Work request:
In the data, find each line where the word "points" appears and list that line.

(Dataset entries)
#####

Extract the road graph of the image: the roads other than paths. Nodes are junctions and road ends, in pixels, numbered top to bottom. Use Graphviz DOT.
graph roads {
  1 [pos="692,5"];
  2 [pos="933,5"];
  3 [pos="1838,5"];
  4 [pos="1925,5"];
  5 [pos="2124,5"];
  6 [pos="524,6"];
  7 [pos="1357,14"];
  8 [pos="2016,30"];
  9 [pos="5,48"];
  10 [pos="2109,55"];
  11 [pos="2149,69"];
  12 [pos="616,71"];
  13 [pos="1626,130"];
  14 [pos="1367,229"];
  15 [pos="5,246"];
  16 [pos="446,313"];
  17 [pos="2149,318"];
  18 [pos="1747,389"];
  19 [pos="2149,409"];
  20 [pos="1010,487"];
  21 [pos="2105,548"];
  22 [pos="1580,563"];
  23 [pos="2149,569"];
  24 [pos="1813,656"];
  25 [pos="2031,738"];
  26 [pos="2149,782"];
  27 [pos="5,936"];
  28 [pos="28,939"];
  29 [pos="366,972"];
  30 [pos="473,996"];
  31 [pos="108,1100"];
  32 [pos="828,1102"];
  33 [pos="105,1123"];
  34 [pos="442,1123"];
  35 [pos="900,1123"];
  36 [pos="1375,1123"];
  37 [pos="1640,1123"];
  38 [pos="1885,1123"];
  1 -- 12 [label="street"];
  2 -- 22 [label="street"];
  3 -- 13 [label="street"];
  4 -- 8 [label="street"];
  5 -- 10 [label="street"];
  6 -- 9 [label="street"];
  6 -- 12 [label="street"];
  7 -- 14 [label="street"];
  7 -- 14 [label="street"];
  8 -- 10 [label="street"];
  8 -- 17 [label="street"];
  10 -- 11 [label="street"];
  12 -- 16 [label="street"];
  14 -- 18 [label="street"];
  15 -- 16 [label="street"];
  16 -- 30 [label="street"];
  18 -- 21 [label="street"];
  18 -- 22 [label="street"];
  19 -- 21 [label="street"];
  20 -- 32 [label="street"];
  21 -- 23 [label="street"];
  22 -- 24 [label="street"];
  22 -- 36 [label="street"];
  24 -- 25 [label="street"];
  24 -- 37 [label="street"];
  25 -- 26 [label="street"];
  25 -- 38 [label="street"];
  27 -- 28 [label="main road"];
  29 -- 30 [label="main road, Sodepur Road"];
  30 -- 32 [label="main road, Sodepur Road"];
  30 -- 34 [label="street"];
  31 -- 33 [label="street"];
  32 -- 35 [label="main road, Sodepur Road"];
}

#####

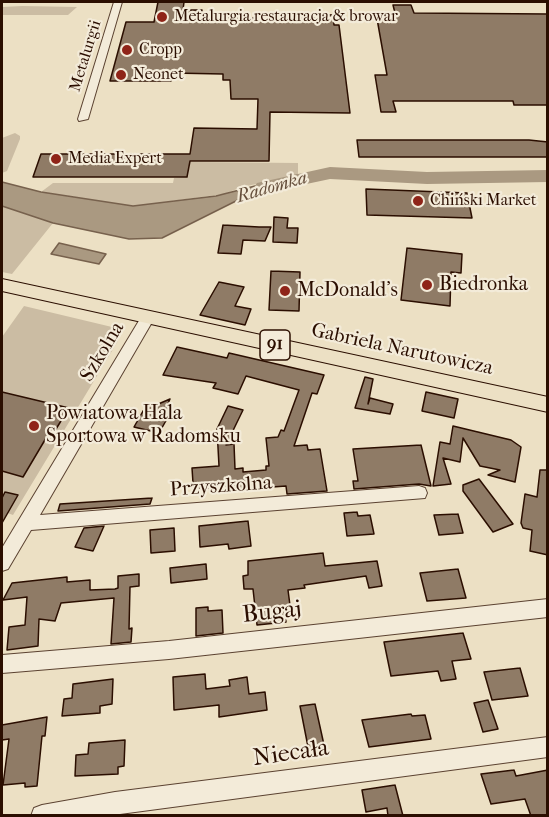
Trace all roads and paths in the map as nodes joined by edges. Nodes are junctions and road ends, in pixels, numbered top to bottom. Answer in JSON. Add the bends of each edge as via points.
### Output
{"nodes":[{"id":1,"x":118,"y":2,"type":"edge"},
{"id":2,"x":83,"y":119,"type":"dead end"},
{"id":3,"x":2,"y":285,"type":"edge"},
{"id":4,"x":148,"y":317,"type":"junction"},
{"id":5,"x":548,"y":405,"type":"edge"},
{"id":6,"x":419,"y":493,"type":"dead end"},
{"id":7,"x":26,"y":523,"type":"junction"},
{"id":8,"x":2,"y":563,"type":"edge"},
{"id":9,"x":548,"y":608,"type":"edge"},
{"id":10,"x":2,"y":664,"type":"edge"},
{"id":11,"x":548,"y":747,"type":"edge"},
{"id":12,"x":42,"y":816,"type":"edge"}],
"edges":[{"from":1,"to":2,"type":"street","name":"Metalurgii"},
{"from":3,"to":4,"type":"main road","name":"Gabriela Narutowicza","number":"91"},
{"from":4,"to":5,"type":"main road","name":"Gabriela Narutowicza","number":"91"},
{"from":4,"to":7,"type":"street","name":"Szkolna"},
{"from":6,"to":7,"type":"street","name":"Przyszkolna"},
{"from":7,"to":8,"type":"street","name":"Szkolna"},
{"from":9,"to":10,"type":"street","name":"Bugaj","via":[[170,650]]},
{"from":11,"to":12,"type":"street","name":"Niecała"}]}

#####

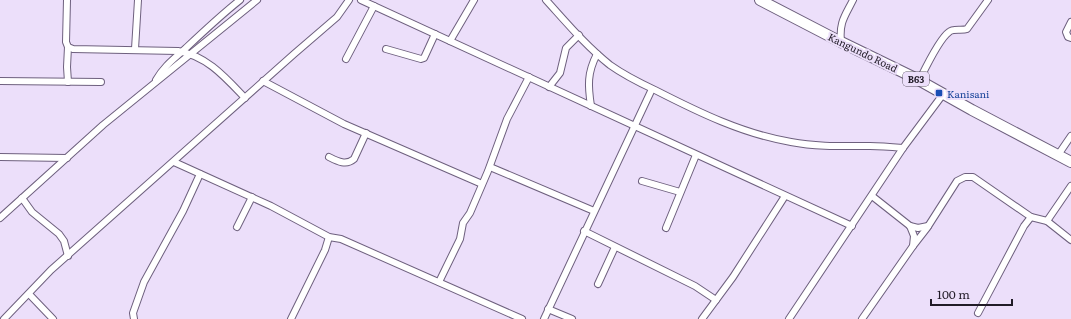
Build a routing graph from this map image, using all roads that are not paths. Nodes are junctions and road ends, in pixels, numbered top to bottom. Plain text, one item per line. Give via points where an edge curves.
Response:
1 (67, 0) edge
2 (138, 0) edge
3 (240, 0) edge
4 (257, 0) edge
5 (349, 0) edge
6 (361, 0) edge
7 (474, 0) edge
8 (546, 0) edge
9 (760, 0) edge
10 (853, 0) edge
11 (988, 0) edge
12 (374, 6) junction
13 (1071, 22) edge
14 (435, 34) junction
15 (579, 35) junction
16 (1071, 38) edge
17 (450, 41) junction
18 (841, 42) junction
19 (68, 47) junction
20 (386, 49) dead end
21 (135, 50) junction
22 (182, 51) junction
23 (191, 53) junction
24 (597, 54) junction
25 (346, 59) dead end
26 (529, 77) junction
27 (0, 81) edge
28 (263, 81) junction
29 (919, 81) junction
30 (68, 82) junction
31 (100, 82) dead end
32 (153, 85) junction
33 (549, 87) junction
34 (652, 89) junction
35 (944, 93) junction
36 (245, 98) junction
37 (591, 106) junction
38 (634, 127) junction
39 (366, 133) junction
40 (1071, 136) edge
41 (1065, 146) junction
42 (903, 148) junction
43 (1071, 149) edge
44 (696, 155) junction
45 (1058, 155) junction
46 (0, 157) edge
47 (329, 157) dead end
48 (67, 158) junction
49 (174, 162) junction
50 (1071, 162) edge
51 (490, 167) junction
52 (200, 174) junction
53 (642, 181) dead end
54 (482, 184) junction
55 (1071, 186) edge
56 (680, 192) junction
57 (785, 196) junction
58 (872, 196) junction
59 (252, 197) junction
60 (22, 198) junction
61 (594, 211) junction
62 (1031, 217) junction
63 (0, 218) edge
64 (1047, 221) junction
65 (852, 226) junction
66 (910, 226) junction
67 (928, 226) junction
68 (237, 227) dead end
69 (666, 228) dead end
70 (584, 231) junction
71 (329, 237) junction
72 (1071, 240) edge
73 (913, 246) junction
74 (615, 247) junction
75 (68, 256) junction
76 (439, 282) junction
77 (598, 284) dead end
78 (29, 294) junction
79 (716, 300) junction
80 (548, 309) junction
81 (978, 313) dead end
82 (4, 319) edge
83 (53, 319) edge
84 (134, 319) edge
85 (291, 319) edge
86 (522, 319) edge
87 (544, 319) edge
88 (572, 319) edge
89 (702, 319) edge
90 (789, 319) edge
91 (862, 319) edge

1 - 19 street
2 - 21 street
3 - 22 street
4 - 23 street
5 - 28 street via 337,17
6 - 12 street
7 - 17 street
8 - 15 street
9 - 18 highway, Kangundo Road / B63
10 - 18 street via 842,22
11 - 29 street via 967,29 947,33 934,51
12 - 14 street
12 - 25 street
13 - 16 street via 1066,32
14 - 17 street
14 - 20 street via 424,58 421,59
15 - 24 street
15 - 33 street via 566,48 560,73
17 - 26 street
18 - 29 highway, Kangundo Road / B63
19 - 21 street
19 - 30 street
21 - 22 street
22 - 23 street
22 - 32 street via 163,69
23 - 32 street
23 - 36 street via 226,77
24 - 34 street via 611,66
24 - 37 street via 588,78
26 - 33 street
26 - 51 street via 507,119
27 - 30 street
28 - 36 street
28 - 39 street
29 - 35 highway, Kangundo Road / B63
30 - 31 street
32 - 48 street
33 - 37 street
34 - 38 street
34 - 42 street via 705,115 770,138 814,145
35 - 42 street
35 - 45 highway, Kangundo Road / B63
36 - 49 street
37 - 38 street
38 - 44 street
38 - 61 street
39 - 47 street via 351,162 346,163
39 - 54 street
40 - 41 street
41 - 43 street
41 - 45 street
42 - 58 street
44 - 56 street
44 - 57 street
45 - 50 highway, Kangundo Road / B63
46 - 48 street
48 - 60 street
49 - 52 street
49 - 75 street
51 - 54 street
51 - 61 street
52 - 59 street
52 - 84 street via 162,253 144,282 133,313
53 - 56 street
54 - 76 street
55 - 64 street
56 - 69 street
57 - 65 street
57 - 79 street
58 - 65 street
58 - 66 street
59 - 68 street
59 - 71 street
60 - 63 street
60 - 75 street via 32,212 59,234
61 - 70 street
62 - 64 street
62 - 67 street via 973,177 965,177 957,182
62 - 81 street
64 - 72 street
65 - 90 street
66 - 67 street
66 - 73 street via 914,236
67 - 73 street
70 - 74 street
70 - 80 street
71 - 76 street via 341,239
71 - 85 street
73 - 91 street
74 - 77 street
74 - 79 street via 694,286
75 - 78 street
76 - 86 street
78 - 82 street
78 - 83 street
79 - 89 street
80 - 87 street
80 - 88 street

#####

Your response:
Trace all roads and paths in the map as nodes joined by edges. Nodes are junctions and road ends, in pixels, numbered top to bottom. Answer in JSON. Add the bends of each edge as via points.
Build a routing graph from this map image, using all roads that are not paths. Nodes are junctions and road ends, in pixels, numbered top to bottom. Plain text, one item per line. Give via points where an edge curves.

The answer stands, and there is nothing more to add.